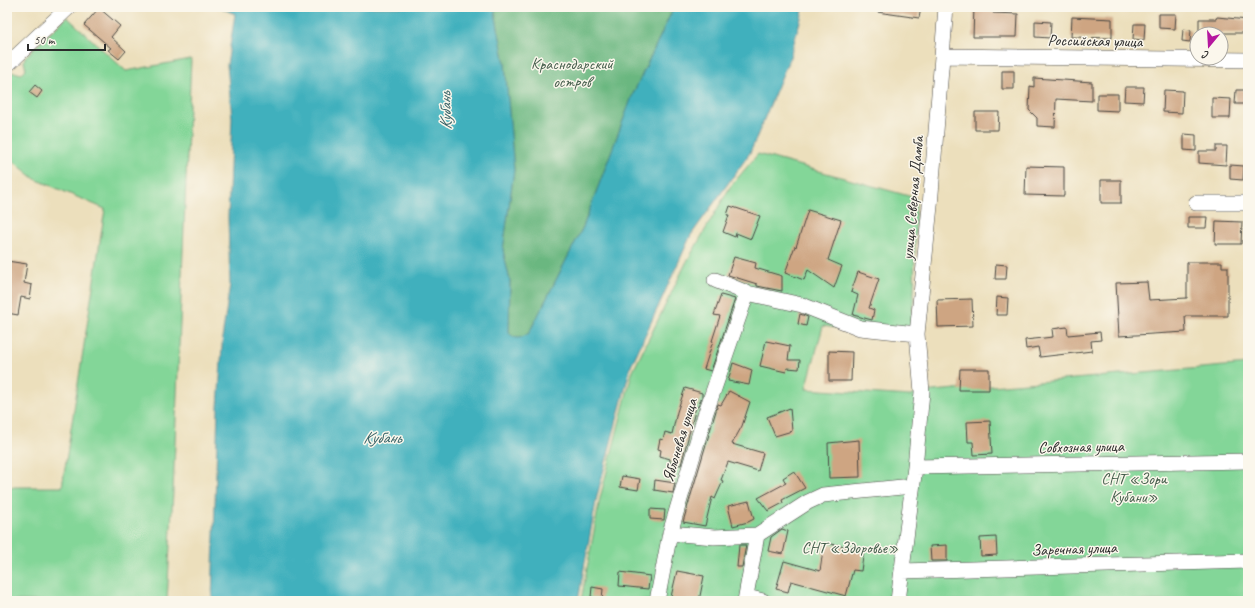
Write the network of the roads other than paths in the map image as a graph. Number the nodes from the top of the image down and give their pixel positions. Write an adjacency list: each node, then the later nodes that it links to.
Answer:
---
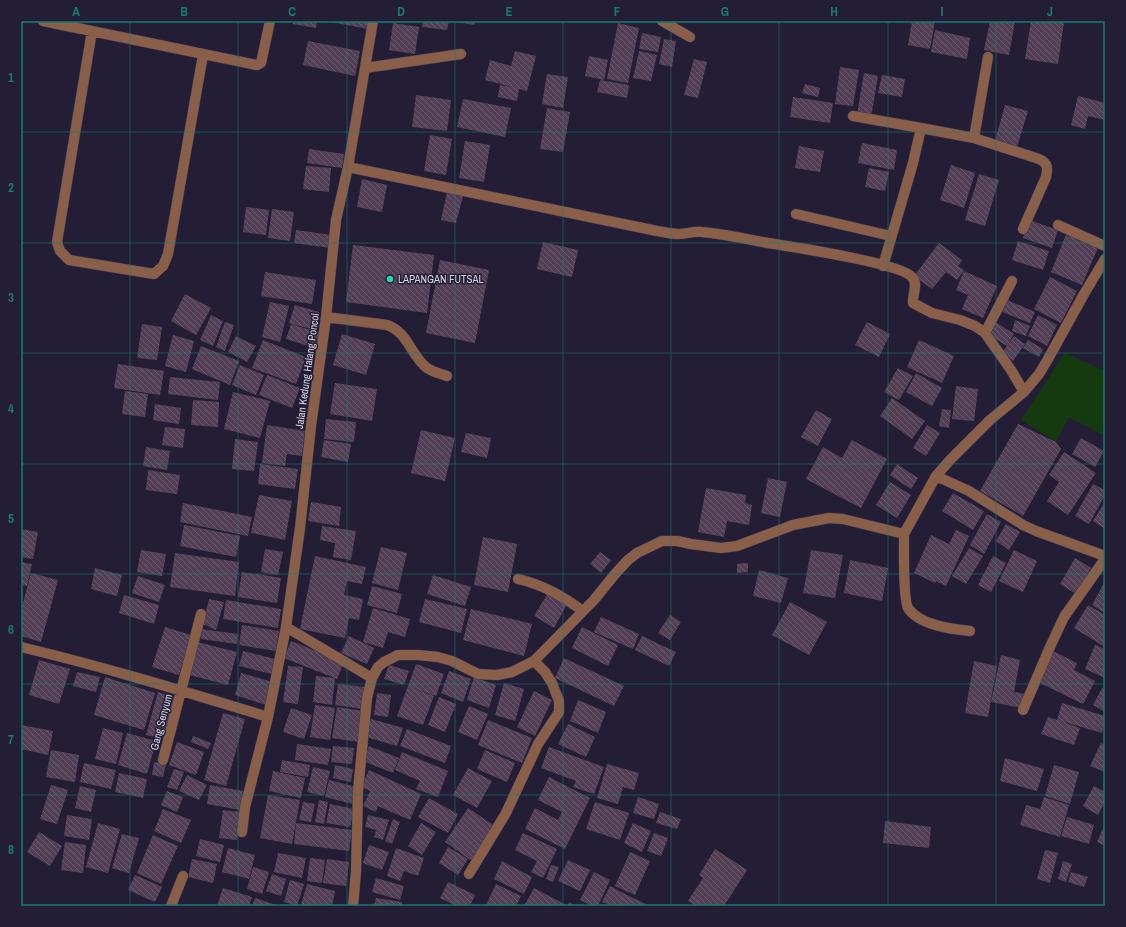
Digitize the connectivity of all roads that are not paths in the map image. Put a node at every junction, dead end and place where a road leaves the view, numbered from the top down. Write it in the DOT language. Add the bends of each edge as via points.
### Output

Goal of the exercise: What lines in the listing above contain the word "image"? Show each one.

Your response:
Write the network of the roads other than paths in the map image as a graph. Number the nodes from the top of the image down and give their pixel positions. Write an adjacency list: each node, then the later nodes that it links to.
Digitize the connectivity of all roads that are not paths in the map image. Put a node at every junction, dead end and place where a road leaves the view, numbered from the top down. Write it in the DOT language. Add the bends of each edge as via points.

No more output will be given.